En comparaison, le Doliprane, à quelques euros la boîte, ne génère qu’un chiffre d’affaires annuel d’un peu moins d’un milliard d’euros. La marque de paracétamol de Sanofi fait face à d’autres concurrents, ce qui limite mécaniquement le prix de vente, dont le coût de production représente une part bien plus importante que pour le Dupixent. La marge est donc nécessairement plus réduite.

Incertitudes pour les salariés français

En se dégageant des produits affichant une profitabilité moindre, Sanofi espère ainsi faire mécaniquement augmenter sa marge moyenne opérationnelle. Le précédent de Novartis l’illustre : en se séparant de son activité générique, le Suisse a fait grimper sa marge opérationnelle de quasiment trois points.

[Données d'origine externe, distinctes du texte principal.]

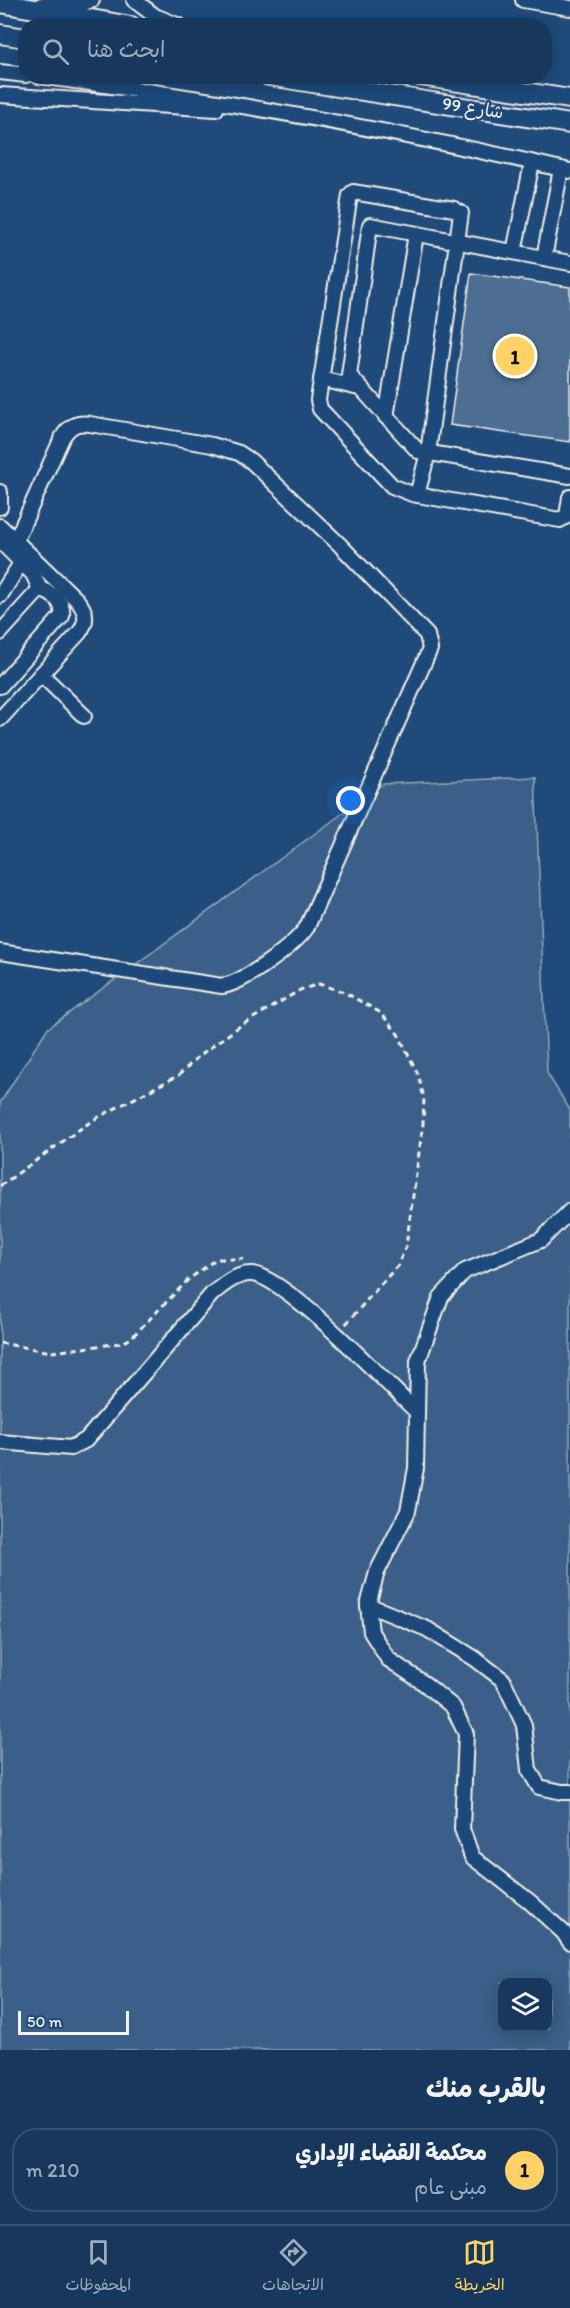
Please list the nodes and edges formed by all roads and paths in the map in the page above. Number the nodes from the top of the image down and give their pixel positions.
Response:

De telles cessions permettent surtout d’améliorer certains indicateurs scrutés par les actionnaires, comme le bénéfice par action – c’est-à-dire le gâteau partageable par tous les détenteurs de titres de la société. Le bénéfice par action du numéro 3 de l’industrie pharmaceutique a ainsi progressé de 18 % après la vente de son ex-filiale de génériques, Sandoz.

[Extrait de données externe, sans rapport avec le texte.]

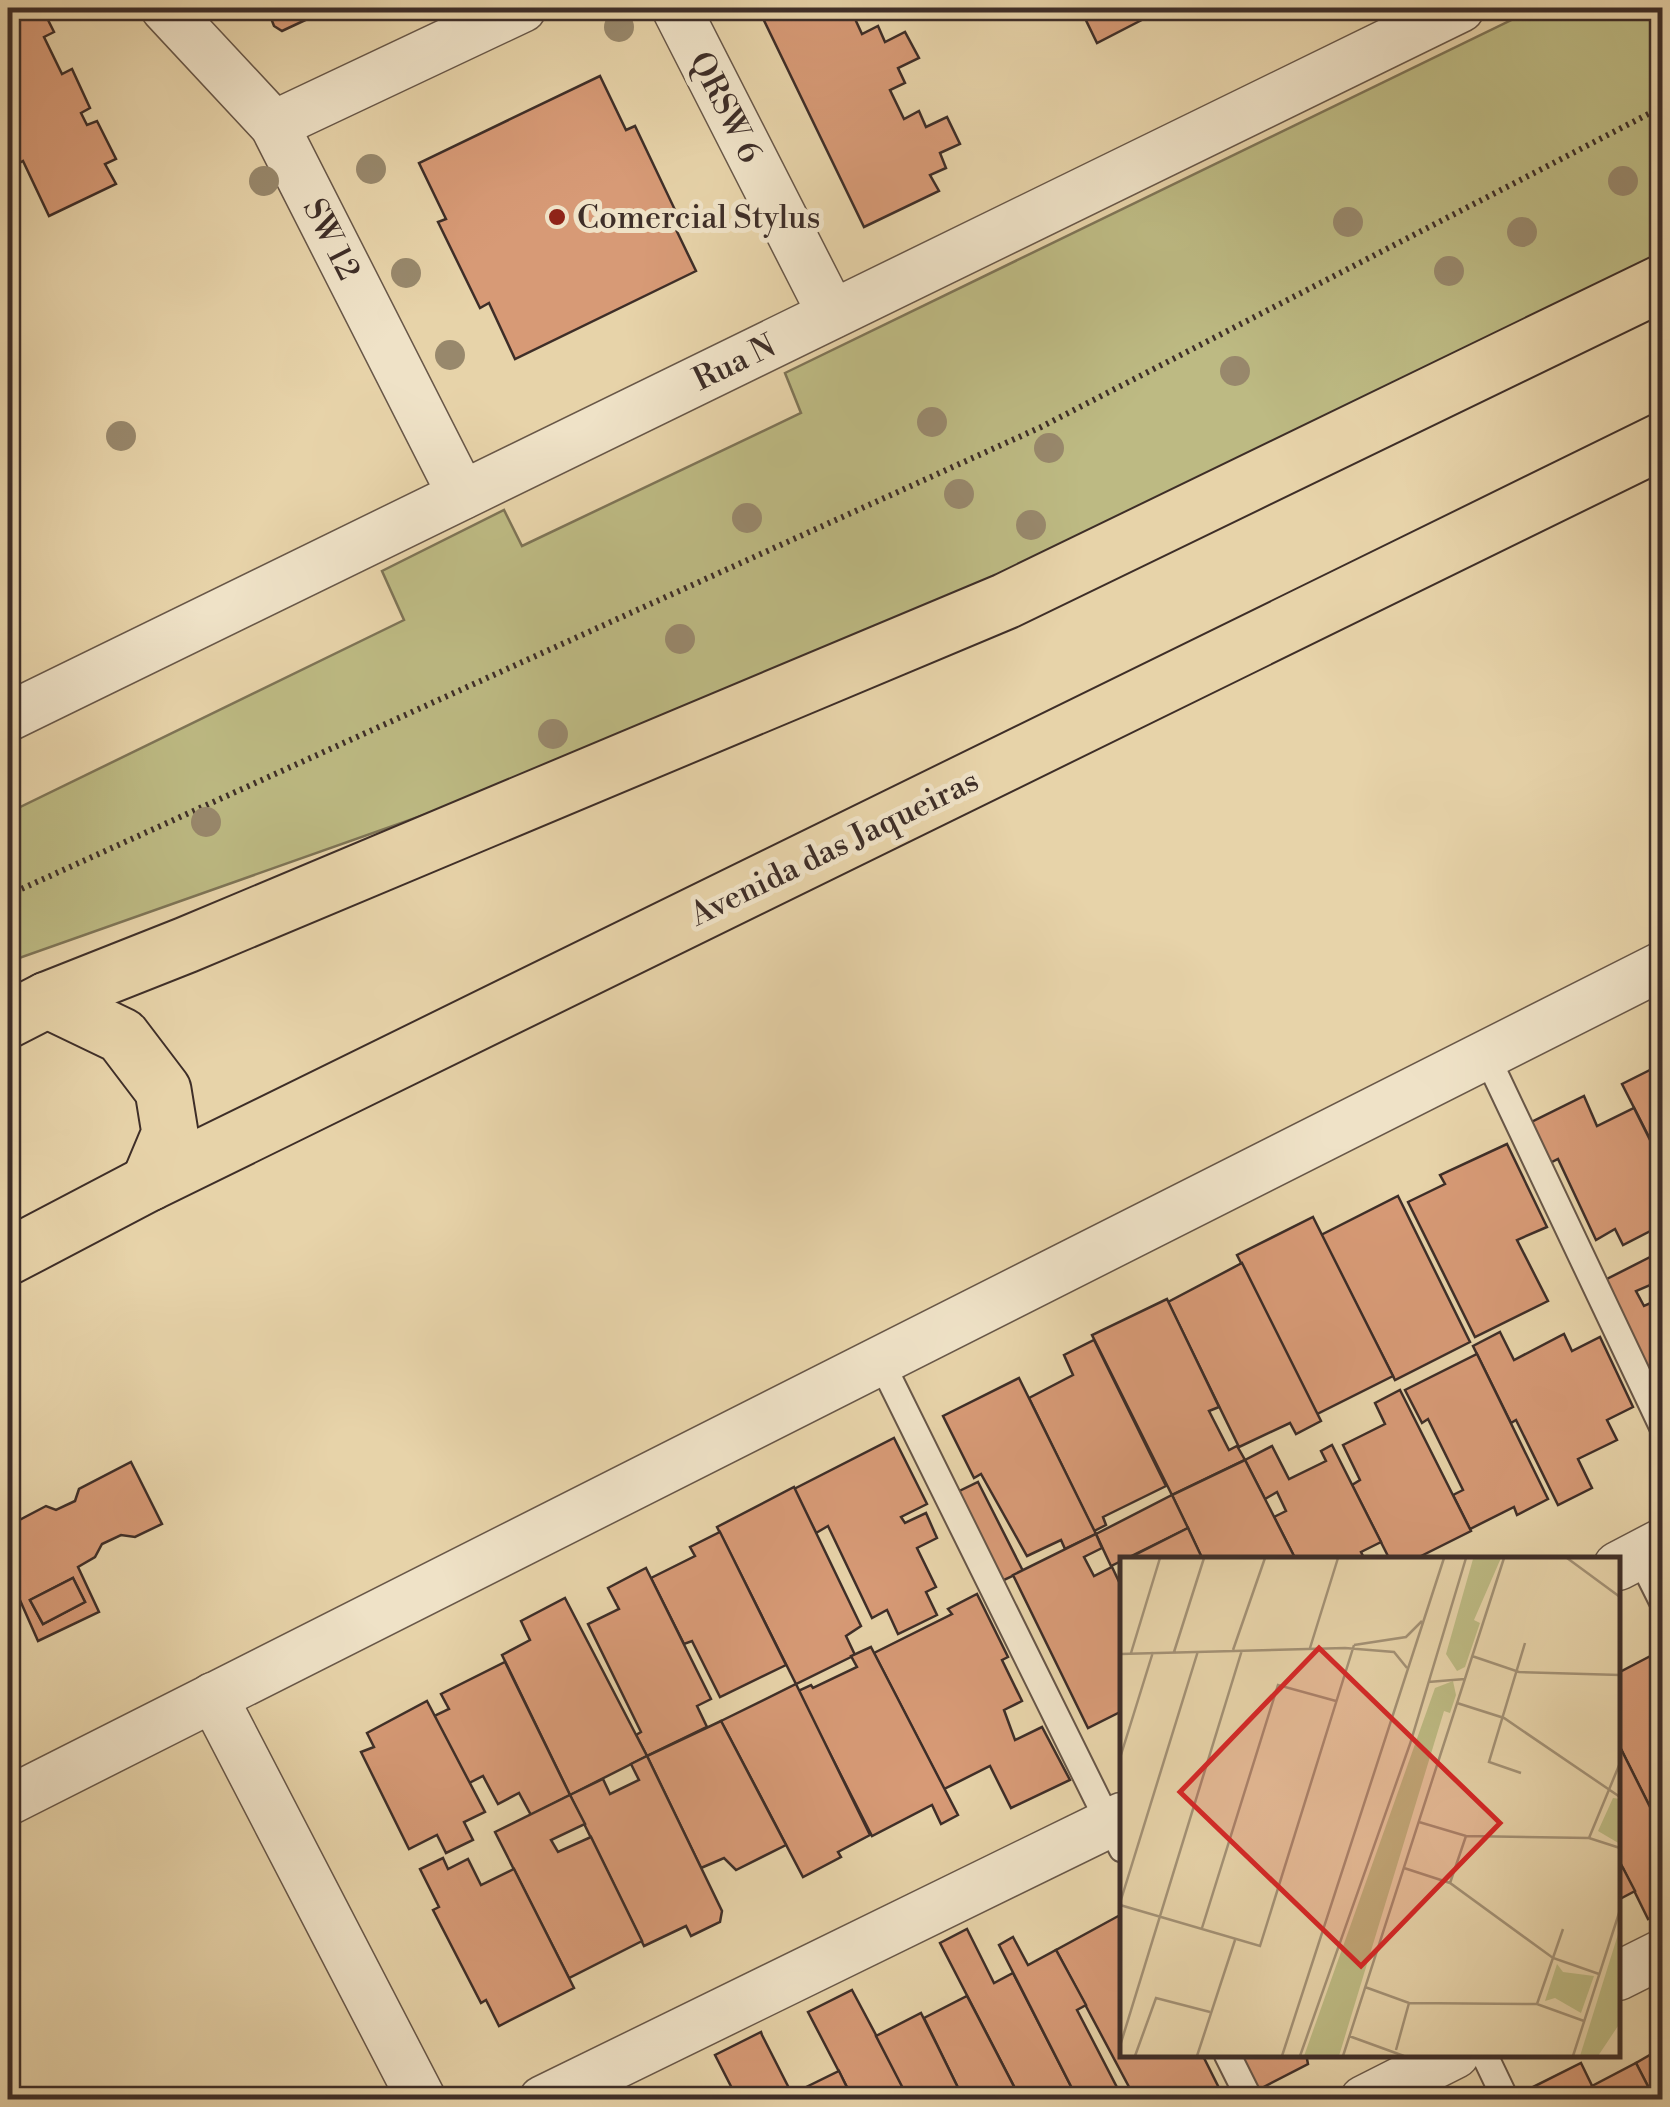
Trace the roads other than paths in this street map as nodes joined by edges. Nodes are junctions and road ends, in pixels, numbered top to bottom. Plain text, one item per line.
1 (165, 8) edge
2 (522, 8) edge
3 (676, 8) edge
4 (1460, 8) edge
5 (274, 125) junction
6 (1662, 283) edge
7 (832, 314) junction
8 (1662, 441) edge
9 (462, 496) junction
10 (8, 717) edge
11 (1662, 966) edge
12 (27, 1010) edge
13 (1486, 1055) junction
14 (149, 1183) junction
15 (8, 1256) edge
16 (880, 1360) junction
17 (1662, 1426) edge
18 (1640, 1554) edge
19 (1662, 1601) edge
20 (213, 1697) junction
21 (8, 1801) edge
22 (1118, 1830) edge
23 (1662, 1954) edge
24 (1620, 1975) edge
25 (1228, 2057) edge
26 (1450, 2057) edge
27 (1485, 2057) edge
28 (422, 2100) edge
29 (542, 2100) edge
30 (1250, 2100) edge
31 (1364, 2100) edge
32 (1506, 2100) edge

1 - 5 street, SW 12
2 - 5 street
3 - 7 street, QRSW 6
4 - 7 street, Rua N
5 - 9 street, SW 12
6 - 12 main road
7 - 9 street, Rua N
8 - 14 main road, Avenida das Jaqueiras
9 - 10 street, Rua N
11 - 13 street
12 - 14 main road
13 - 16 street
13 - 17 lane
14 - 15 main road, Avenida das Jaqueiras
16 - 20 street
16 - 22 lane
18 - 19 lane
20 - 21 street
20 - 28 street
22 - 29 street
23 - 24 street
25 - 30 lane
26 - 31 street
27 - 32 lane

Cette tendance pousse à la concentration des activités les plus rentables au sein d’une poignée de firmes, délaissant les activités moins rémunératrices au reste de l’économie. Ce différentiel de taux de rendement du capital participe également à la concentration du capital dans les mains de quelques-uns.

Au-delà, c’est bien l’avenir des usines et des salariés de la branche Santé grand public qui est en jeu. A l’instar de l’usine de Lisieux avec ses 260 salariés qui produisent 260 millions de boîtes de Doliprane par an et alimentent la quasi-totalité du marché français.

Sanofi s’était par exemple engagé à commander le principe actif (la matière première du médicament) du paracétamol auprès de la future usine en construction dans l’Isère, projet phare de relocalisation de la chaîne du médicament.

Le nouvel acquéreur sera-t-il tenu par ces engagements pour la filière française et européenne, et quel avenir réservera-t-il aux sites français, alors que le premier débouché de cette activité est aux Etats-Unis ? Au-delà de l’identité du fonds d’investissement retenu, les réponses à ces questions ne seront données que par la stratégie qu’il déploiera effectivement.

1 La marge opérationnelle correspond au résultat opérationnel rapporté au chiffre d’affaires et sert ainsi à mesurer la santé économique d’une entreprise sur son cœur d’activité. Cette notion est différente du bénéfice (ou résultat net) qui prend également en compte les charges financières ou les impôts.